Member of Bangladesh Parliament

Personal details
- Born: 1925
- Died: 1 April 2007 (aged 81–82)
- Political party: Bangladesh Awami League

= Shahjada Abdul Malek Khan =

Bangladeshi politician

Shahzada Abdul Malek Khan (শাহজাদা আবদুল মালেক খান, 1925 – 1 April 2007) was a Bangladesh Awami League politician and a member of parliament for Patuakhali-2.

==Early life and family==
Khan was born in 1925, to a Bengali Muslim political zamindar family known as the Khans of Kaunia based in Betagi which was under the Backergunge District of the Bengal Presidency.
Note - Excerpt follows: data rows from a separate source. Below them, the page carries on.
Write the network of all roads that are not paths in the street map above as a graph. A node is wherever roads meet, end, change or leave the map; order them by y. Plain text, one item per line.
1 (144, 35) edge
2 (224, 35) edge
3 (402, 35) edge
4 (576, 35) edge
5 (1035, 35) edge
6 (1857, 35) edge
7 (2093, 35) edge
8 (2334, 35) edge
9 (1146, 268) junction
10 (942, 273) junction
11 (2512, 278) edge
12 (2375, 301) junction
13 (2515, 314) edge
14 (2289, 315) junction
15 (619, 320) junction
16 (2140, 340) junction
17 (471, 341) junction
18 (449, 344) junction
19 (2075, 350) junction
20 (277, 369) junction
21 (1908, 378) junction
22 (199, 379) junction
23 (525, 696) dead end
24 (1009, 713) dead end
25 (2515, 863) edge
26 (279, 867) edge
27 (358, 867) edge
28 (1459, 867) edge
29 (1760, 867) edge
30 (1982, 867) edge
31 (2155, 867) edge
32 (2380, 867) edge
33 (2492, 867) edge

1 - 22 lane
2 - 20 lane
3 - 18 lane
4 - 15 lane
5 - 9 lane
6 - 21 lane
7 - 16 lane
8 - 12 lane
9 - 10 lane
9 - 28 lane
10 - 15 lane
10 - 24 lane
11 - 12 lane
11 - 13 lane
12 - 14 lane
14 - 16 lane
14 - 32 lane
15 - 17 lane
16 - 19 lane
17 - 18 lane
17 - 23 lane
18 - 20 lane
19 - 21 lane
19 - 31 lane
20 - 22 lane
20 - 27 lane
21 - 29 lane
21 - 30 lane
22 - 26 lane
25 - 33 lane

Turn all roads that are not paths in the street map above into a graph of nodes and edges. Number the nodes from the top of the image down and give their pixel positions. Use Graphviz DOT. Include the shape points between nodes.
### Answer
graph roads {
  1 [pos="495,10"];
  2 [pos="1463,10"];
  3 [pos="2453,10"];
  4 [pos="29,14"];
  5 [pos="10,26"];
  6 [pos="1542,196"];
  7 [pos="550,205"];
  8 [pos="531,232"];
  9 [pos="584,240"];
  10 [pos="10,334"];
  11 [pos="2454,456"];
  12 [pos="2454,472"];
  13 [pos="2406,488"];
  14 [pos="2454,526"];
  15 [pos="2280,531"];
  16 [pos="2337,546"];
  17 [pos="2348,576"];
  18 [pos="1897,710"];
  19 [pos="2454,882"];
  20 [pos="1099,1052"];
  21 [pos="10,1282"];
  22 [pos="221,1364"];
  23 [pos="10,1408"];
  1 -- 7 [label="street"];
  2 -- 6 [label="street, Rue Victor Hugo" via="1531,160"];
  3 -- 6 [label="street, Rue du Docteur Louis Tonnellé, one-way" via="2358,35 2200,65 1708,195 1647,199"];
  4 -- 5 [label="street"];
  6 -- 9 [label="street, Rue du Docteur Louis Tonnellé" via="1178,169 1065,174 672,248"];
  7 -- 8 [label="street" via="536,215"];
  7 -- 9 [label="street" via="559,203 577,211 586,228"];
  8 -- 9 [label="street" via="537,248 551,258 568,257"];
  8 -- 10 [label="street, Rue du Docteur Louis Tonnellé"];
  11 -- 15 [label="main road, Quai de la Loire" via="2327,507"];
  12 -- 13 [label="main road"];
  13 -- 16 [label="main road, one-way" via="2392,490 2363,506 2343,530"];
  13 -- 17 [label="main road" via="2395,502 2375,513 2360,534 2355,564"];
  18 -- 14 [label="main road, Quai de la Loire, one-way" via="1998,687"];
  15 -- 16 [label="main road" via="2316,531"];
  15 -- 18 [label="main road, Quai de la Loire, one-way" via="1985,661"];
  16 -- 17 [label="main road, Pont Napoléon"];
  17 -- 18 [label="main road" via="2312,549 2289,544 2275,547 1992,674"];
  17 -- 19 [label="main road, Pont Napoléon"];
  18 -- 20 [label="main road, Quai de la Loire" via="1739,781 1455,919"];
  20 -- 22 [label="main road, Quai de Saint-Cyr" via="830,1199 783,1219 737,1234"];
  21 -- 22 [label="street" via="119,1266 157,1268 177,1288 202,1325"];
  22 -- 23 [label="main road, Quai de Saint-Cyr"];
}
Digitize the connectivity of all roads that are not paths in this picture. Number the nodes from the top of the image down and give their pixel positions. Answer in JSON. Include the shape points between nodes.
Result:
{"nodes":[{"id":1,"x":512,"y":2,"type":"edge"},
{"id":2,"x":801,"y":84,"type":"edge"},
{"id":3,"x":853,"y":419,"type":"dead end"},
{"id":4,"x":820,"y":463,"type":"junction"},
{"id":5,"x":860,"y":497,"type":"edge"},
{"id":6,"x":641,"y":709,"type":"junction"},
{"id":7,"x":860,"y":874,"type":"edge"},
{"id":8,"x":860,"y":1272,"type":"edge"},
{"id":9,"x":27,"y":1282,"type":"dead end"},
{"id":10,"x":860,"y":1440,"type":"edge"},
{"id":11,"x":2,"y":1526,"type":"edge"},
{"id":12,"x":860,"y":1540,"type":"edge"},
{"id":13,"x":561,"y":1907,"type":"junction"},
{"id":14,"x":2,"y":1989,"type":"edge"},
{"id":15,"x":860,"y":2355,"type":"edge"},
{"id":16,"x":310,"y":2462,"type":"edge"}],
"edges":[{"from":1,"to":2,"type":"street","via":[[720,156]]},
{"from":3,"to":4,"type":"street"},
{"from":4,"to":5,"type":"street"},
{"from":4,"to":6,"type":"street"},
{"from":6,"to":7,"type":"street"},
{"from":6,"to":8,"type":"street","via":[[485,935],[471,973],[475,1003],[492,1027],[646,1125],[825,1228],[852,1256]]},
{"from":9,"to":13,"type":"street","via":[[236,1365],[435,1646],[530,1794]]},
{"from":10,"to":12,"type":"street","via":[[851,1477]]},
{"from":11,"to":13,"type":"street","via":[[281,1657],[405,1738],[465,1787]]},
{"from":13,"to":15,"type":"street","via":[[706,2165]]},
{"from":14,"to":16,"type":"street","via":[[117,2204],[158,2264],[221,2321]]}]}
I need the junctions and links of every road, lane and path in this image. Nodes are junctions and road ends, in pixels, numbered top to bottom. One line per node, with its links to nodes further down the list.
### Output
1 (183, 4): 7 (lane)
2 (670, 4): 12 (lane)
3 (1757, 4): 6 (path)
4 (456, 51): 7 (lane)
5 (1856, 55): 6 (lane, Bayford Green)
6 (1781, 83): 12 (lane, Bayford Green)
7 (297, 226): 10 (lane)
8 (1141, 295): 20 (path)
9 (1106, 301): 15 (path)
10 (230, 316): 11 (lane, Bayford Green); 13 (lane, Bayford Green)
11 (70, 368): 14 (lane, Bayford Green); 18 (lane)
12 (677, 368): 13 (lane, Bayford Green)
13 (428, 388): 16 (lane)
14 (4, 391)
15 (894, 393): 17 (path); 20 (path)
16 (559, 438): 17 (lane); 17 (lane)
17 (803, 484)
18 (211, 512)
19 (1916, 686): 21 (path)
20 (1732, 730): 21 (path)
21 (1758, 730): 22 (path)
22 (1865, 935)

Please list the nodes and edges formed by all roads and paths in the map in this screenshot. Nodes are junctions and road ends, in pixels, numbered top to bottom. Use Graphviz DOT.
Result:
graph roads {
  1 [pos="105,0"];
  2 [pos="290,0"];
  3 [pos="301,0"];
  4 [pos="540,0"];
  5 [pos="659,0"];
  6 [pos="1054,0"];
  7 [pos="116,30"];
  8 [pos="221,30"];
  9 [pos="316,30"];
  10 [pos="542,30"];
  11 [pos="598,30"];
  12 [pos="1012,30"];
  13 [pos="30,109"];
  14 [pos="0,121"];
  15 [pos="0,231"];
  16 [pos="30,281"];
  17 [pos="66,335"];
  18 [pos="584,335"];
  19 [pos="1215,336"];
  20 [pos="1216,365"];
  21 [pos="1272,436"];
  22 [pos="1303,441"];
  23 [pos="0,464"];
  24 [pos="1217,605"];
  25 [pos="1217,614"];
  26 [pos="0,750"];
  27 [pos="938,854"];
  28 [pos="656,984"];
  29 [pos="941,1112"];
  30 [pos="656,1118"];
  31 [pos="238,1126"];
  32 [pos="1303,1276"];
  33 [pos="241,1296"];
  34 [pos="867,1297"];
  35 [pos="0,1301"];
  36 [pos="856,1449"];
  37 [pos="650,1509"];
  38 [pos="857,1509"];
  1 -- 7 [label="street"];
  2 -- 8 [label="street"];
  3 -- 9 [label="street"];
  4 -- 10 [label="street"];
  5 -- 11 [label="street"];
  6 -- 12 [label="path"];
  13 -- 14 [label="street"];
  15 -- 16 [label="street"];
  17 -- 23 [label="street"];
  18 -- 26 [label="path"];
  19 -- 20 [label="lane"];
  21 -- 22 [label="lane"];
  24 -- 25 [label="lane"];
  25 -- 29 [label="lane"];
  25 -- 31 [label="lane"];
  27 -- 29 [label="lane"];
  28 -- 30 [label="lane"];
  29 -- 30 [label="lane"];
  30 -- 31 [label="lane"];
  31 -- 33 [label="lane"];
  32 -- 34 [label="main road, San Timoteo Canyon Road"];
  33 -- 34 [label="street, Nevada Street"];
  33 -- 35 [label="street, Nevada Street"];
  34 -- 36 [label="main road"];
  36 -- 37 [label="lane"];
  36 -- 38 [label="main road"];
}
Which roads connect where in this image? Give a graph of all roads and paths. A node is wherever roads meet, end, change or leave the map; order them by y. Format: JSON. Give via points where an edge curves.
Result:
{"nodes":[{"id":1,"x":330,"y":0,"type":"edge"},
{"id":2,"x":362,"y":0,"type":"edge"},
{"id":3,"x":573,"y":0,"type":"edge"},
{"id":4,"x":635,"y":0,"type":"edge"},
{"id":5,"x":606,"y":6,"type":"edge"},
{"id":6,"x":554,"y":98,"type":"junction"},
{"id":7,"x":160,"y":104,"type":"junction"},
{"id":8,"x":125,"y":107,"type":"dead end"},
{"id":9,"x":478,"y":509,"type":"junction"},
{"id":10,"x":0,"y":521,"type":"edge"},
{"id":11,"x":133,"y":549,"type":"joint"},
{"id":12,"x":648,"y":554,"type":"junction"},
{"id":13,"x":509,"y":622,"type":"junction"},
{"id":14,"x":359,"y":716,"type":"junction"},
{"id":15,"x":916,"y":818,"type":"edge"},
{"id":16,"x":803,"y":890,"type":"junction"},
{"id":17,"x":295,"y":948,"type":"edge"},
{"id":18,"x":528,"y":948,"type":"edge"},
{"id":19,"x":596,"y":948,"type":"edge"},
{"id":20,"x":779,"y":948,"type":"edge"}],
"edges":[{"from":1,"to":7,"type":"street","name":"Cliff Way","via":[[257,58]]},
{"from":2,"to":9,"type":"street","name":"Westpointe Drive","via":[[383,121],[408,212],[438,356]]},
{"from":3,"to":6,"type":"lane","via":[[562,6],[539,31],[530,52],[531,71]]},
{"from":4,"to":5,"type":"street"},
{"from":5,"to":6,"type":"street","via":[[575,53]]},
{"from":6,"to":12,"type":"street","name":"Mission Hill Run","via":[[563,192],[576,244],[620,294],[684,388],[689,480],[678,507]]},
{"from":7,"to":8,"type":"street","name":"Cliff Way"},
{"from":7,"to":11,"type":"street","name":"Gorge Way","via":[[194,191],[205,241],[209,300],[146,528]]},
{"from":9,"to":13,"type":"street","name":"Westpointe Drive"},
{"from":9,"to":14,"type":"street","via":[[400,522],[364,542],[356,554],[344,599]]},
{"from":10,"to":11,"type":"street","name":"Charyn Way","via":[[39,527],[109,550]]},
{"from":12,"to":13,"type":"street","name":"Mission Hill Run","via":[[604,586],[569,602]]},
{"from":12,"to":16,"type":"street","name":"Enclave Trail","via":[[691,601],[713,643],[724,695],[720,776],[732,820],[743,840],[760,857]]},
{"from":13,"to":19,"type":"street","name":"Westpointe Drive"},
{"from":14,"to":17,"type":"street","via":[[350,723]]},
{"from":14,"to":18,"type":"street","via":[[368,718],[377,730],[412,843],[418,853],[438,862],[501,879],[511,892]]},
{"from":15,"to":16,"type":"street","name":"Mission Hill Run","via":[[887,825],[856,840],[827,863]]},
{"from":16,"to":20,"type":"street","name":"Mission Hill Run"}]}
The family trace their origins to Qutub Khan, a soldier of Shah Shuja's army, who settled in Kaunia and was given the malikana of Buzurg-Umedpur Taluq. His father, Abi Abdullah Khan Chan Miah, was the founder of the Kaunia zamindar estate and member of the Bengal Legislative Council. His paternal uncle, Abdur Rahman Khan, was a member of the Bengal Legislative Assembly.

==Career==
Khan was elected to parliament from Patuakhali-2 as a Bangladesh Awami League candidate in 1973. He served as the State Minister of Industries in the second Sheikh Mujibur Rahman cabinet.